AIM OF THE EXERCISE: Within the records below, repeat each line exactly but keep every picture out of the copy.

RECORDED DATA:
<<<<

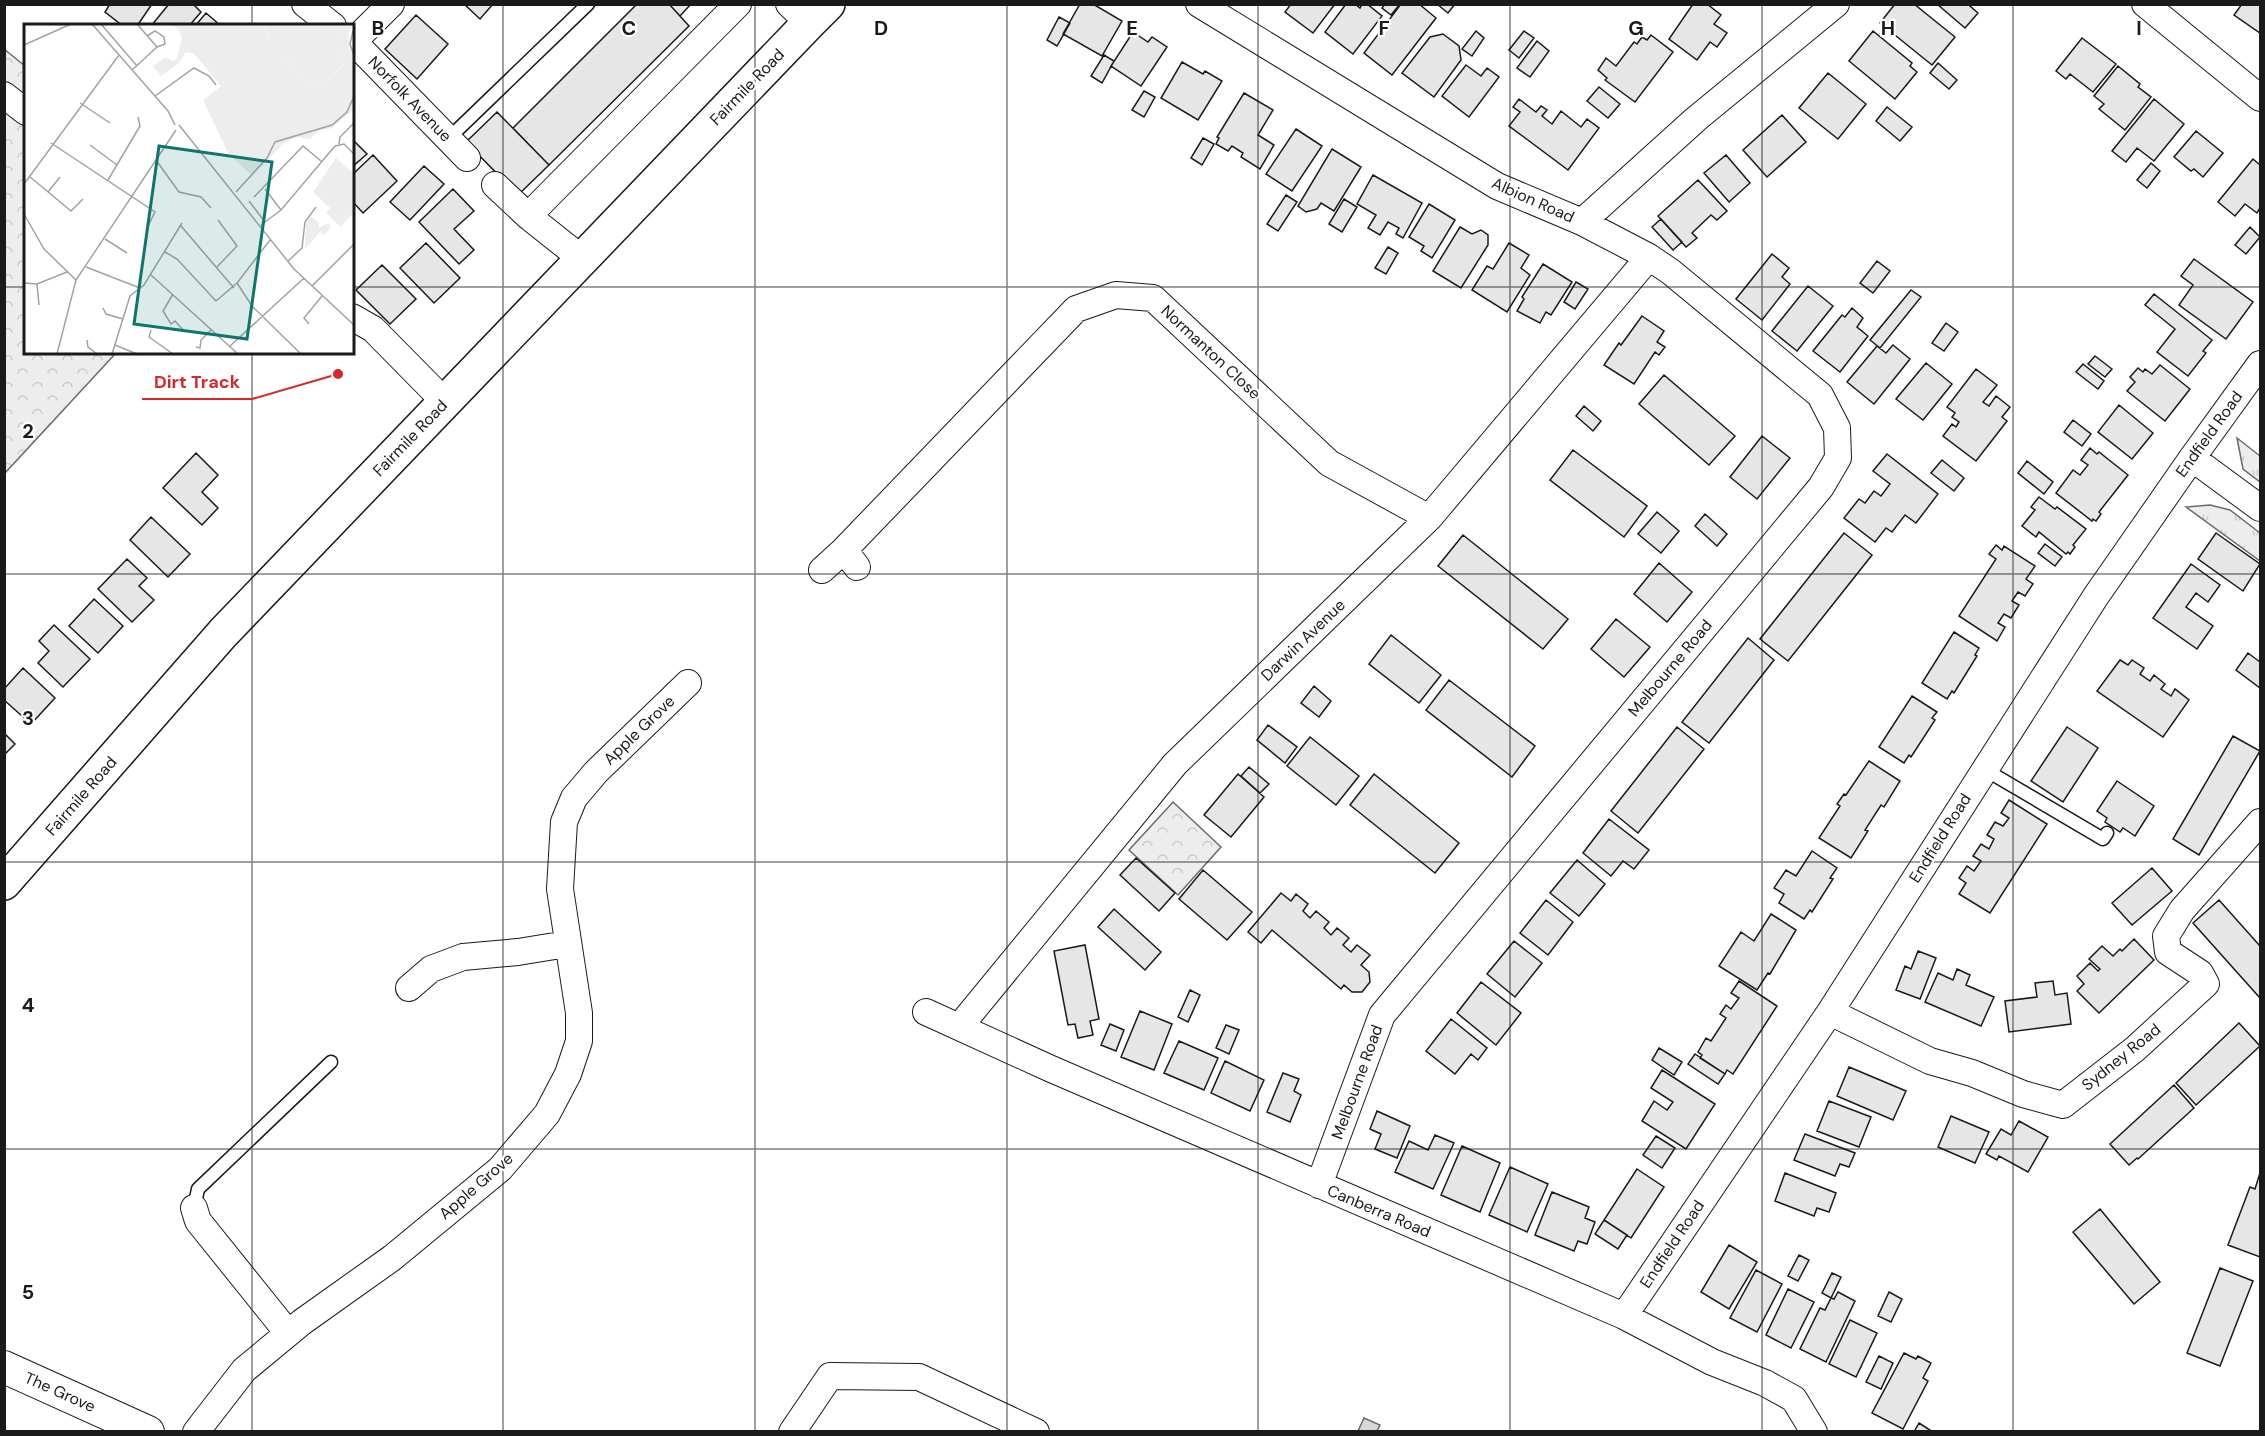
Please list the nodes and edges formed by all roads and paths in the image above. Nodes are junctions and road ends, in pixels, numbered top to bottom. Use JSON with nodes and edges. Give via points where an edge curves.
{"nodes":[{"id":1,"x":305,"y":4,"type":"edge"},
{"id":2,"x":391,"y":4,"type":"edge"},
{"id":3,"x":588,"y":4,"type":"edge"},
{"id":4,"x":738,"y":4,"type":"edge"},
{"id":5,"x":1199,"y":4,"type":"edge"},
{"id":6,"x":1836,"y":4,"type":"edge"},
{"id":7,"x":2145,"y":4,"type":"edge"},
{"id":8,"x":809,"y":11,"type":"edge"},
{"id":9,"x":330,"y":24,"type":"edge"},
{"id":10,"x":354,"y":40,"type":"edge"},
{"id":11,"x":354,"y":42,"type":"edge"},
{"id":12,"x":4,"y":95,"type":"edge"},
{"id":13,"x":2260,"y":98,"type":"edge"},
{"id":14,"x":24,"y":110,"type":"edge"},
{"id":15,"x":447,"y":140,"type":"junction"},
{"id":16,"x":467,"y":158,"type":"dead end"},
{"id":17,"x":495,"y":185,"type":"dead end"},
{"id":18,"x":528,"y":216,"type":"junction"},
{"id":19,"x":1582,"y":222,"type":"junction"},
{"id":20,"x":1649,"y":257,"type":"junction"},
{"id":21,"x":582,"y":259,"type":"junction"},
{"id":22,"x":354,"y":318,"type":"edge"},
{"id":23,"x":2260,"y":364,"type":"edge"},
{"id":24,"x":445,"y":402,"type":"junction"},
{"id":25,"x":2192,"y":458,"type":"junction"},
{"id":26,"x":2260,"y":508,"type":"edge"},
{"id":27,"x":1429,"y":518,"type":"junction"},
{"id":28,"x":822,"y":570,"type":"dead end"},
{"id":29,"x":687,"y":683,"type":"dead end"},
{"id":30,"x":1984,"y":769,"type":"junction"},
{"id":31,"x":2260,"y":822,"type":"edge"},
{"id":32,"x":2107,"y":833,"type":"dead end"},
{"id":33,"x":4,"y":883,"type":"edge"},
{"id":34,"x":567,"y":944,"type":"junction"},
{"id":35,"x":409,"y":988,"type":"dead end"},
{"id":36,"x":926,"y":1012,"type":"dead end"},
{"id":37,"x":1830,"y":1012,"type":"junction"},
{"id":38,"x":960,"y":1026,"type":"junction"},
{"id":39,"x":331,"y":1062,"type":"dead end"},
{"id":40,"x":1319,"y":1185,"type":"junction"},
{"id":41,"x":194,"y":1208,"type":"joint"},
{"id":42,"x":1624,"y":1316,"type":"junction"},
{"id":43,"x":288,"y":1334,"type":"junction"},
{"id":44,"x":4,"y":1367,"type":"edge"},
{"id":45,"x":148,"y":1431,"type":"edge"},
{"id":46,"x":196,"y":1431,"type":"edge"},
{"id":47,"x":792,"y":1431,"type":"edge"},
{"id":48,"x":1036,"y":1431,"type":"edge"},
{"id":49,"x":1814,"y":1431,"type":"edge"}],
"edges":[{"from":1,"to":9,"type":"street"},
{"from":2,"to":10,"type":"street"},
{"from":3,"to":15,"type":"lane"},
{"from":4,"to":18,"type":"street"},
{"from":5,"to":19,"type":"street","name":"Albion Road","via":[[1497,186]]},
{"from":6,"to":19,"type":"street","name":"Albion Road","via":[[1696,118]]},
{"from":7,"to":13,"type":"street"},
{"from":8,"to":21,"type":"main road","name":"Fairmile Road"},
{"from":11,"to":15,"type":"street","name":"Norfolk Avenue"},
{"from":12,"to":14,"type":"street"},
{"from":15,"to":16,"type":"street","name":"Norfolk Avenue"},
{"from":17,"to":18,"type":"street"},
{"from":18,"to":21,"type":"street"},
{"from":19,"to":20,"type":"street","name":"Melbourne Road"},
{"from":20,"to":27,"type":"street","name":"Darwin Avenue"},
{"from":20,"to":40,"type":"street","name":"Melbourne Road","via":[[1820,395],[1837,428],[1838,458],[1821,487],[1382,1015]]},
{"from":21,"to":24,"type":"main road","name":"Fairmile Road"},
{"from":22,"to":24,"type":"street","via":[[373,329]]},
{"from":23,"to":25,"type":"street","name":"Endfield Road"},
{"from":24,"to":33,"type":"main road","name":"Fairmile Road","via":[[223,633]]},
{"from":25,"to":26,"type":"street"},
{"from":25,"to":30,"type":"street","name":"Endfield Road","via":[[2096,596]]},
{"from":27,"to":28,"type":"street","name":"Normanton Close","via":[[1329,463],[1153,298],[1116,295],[1076,309],[851,558]]},
{"from":27,"to":38,"type":"street","name":"Darwin Avenue","via":[[1175,764]]},
{"from":29,"to":34,"type":"street","name":"Apple Grove","via":[[596,771],[574,798],[564,822],[561,849],[560,889]]},
{"from":30,"to":32,"type":"lane","via":[[2103,839]]},
{"from":30,"to":37,"type":"street","name":"Endfield Road"},
{"from":31,"to":37,"type":"street","name":"Sydney Road","via":[[2182,910],[2166,936],[2168,952],[2200,973],[2206,984],[2135,1049],[2062,1105],[1930,1061]]},
{"from":34,"to":35,"type":"street","via":[[463,957],[431,969]]},
{"from":34,"to":43,"type":"street","name":"Apple Grove","via":[[579,1013],[579,1041],[547,1114],[500,1168],[392,1258]]},
{"from":36,"to":38,"type":"street","name":"Canberra Road"},
{"from":37,"to":42,"type":"street","name":"Endfield Road"},
{"from":38,"to":40,"type":"street","name":"Canberra Road"},
{"from":39,"to":41,"type":"lane","via":[[198,1189]]},
{"from":40,"to":42,"type":"street","name":"Canberra Road"},
{"from":41,"to":43,"type":"street","via":[[198,1221]]},
{"from":42,"to":49,"type":"street","name":"Canberra Road","via":[[1794,1399]]},
{"from":43,"to":46,"type":"street","name":"Apple Grove","via":[[244,1370]]},
{"from":44,"to":45,"type":"street","name":"The Grove"},
{"from":47,"to":48,"type":"street","via":[[830,1376],[841,1376],[919,1377]]}]}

>>>>

EXERCISE RESPONSE:
Please list the nodes and edges formed by all roads and paths in the image above. Nodes are junctions and road ends, in pixels, numbered top to bottom. Use JSON with nodes and edges. Give via points where an edge curves.
{"nodes":[{"id":1,"x":305,"y":4,"type":"edge"},
{"id":2,"x":391,"y":4,"type":"edge"},
{"id":3,"x":588,"y":4,"type":"edge"},
{"id":4,"x":738,"y":4,"type":"edge"},
{"id":5,"x":1199,"y":4,"type":"edge"},
{"id":6,"x":1836,"y":4,"type":"edge"},
{"id":7,"x":2145,"y":4,"type":"edge"},
{"id":8,"x":809,"y":11,"type":"edge"},
{"id":9,"x":330,"y":24,"type":"edge"},
{"id":10,"x":354,"y":40,"type":"edge"},
{"id":11,"x":354,"y":42,"type":"edge"},
{"id":12,"x":4,"y":95,"type":"edge"},
{"id":13,"x":2260,"y":98,"type":"edge"},
{"id":14,"x":24,"y":110,"type":"edge"},
{"id":15,"x":447,"y":140,"type":"junction"},
{"id":16,"x":467,"y":158,"type":"dead end"},
{"id":17,"x":495,"y":185,"type":"dead end"},
{"id":18,"x":528,"y":216,"type":"junction"},
{"id":19,"x":1582,"y":222,"type":"junction"},
{"id":20,"x":1649,"y":257,"type":"junction"},
{"id":21,"x":582,"y":259,"type":"junction"},
{"id":22,"x":354,"y":318,"type":"edge"},
{"id":23,"x":2260,"y":364,"type":"edge"},
{"id":24,"x":445,"y":402,"type":"junction"},
{"id":25,"x":2192,"y":458,"type":"junction"},
{"id":26,"x":2260,"y":508,"type":"edge"},
{"id":27,"x":1429,"y":518,"type":"junction"},
{"id":28,"x":822,"y":570,"type":"dead end"},
{"id":29,"x":687,"y":683,"type":"dead end"},
{"id":30,"x":1984,"y":769,"type":"junction"},
{"id":31,"x":2260,"y":822,"type":"edge"},
{"id":32,"x":2107,"y":833,"type":"dead end"},
{"id":33,"x":4,"y":883,"type":"edge"},
{"id":34,"x":567,"y":944,"type":"junction"},
{"id":35,"x":409,"y":988,"type":"dead end"},
{"id":36,"x":926,"y":1012,"type":"dead end"},
{"id":37,"x":1830,"y":1012,"type":"junction"},
{"id":38,"x":960,"y":1026,"type":"junction"},
{"id":39,"x":331,"y":1062,"type":"dead end"},
{"id":40,"x":1319,"y":1185,"type":"junction"},
{"id":41,"x":194,"y":1208,"type":"joint"},
{"id":42,"x":1624,"y":1316,"type":"junction"},
{"id":43,"x":288,"y":1334,"type":"junction"},
{"id":44,"x":4,"y":1367,"type":"edge"},
{"id":45,"x":148,"y":1431,"type":"edge"},
{"id":46,"x":196,"y":1431,"type":"edge"},
{"id":47,"x":792,"y":1431,"type":"edge"},
{"id":48,"x":1036,"y":1431,"type":"edge"},
{"id":49,"x":1814,"y":1431,"type":"edge"}],
"edges":[{"from":1,"to":9,"type":"street"},
{"from":2,"to":10,"type":"street"},
{"from":3,"to":15,"type":"lane"},
{"from":4,"to":18,"type":"street"},
{"from":5,"to":19,"type":"street","name":"Albion Road","via":[[1497,186]]},
{"from":6,"to":19,"type":"street","name":"Albion Road","via":[[1696,118]]},
{"from":7,"to":13,"type":"street"},
{"from":8,"to":21,"type":"main road","name":"Fairmile Road"},
{"from":11,"to":15,"type":"street","name":"Norfolk Avenue"},
{"from":12,"to":14,"type":"street"},
{"from":15,"to":16,"type":"street","name":"Norfolk Avenue"},
{"from":17,"to":18,"type":"street"},
{"from":18,"to":21,"type":"street"},
{"from":19,"to":20,"type":"street","name":"Melbourne Road"},
{"from":20,"to":27,"type":"street","name":"Darwin Avenue"},
{"from":20,"to":40,"type":"street","name":"Melbourne Road","via":[[1820,395],[1837,428],[1838,458],[1821,487],[1382,1015]]},
{"from":21,"to":24,"type":"main road","name":"Fairmile Road"},
{"from":22,"to":24,"type":"street","via":[[373,329]]},
{"from":23,"to":25,"type":"street","name":"Endfield Road"},
{"from":24,"to":33,"type":"main road","name":"Fairmile Road","via":[[223,633]]},
{"from":25,"to":26,"type":"street"},
{"from":25,"to":30,"type":"street","name":"Endfield Road","via":[[2096,596]]},
{"from":27,"to":28,"type":"street","name":"Normanton Close","via":[[1329,463],[1153,298],[1116,295],[1076,309],[851,558]]},
{"from":27,"to":38,"type":"street","name":"Darwin Avenue","via":[[1175,764]]},
{"from":29,"to":34,"type":"street","name":"Apple Grove","via":[[596,771],[574,798],[564,822],[561,849],[560,889]]},
{"from":30,"to":32,"type":"lane","via":[[2103,839]]},
{"from":30,"to":37,"type":"street","name":"Endfield Road"},
{"from":31,"to":37,"type":"street","name":"Sydney Road","via":[[2182,910],[2166,936],[2168,952],[2200,973],[2206,984],[2135,1049],[2062,1105],[1930,1061]]},
{"from":34,"to":35,"type":"street","via":[[463,957],[431,969]]},
{"from":34,"to":43,"type":"street","name":"Apple Grove","via":[[579,1013],[579,1041],[547,1114],[500,1168],[392,1258]]},
{"from":36,"to":38,"type":"street","name":"Canberra Road"},
{"from":37,"to":42,"type":"street","name":"Endfield Road"},
{"from":38,"to":40,"type":"street","name":"Canberra Road"},
{"from":39,"to":41,"type":"lane","via":[[198,1189]]},
{"from":40,"to":42,"type":"street","name":"Canberra Road"},
{"from":41,"to":43,"type":"street","via":[[198,1221]]},
{"from":42,"to":49,"type":"street","name":"Canberra Road","via":[[1794,1399]]},
{"from":43,"to":46,"type":"street","name":"Apple Grove","via":[[244,1370]]},
{"from":44,"to":45,"type":"street","name":"The Grove"},
{"from":47,"to":48,"type":"street","via":[[830,1376],[841,1376],[919,1377]]}]}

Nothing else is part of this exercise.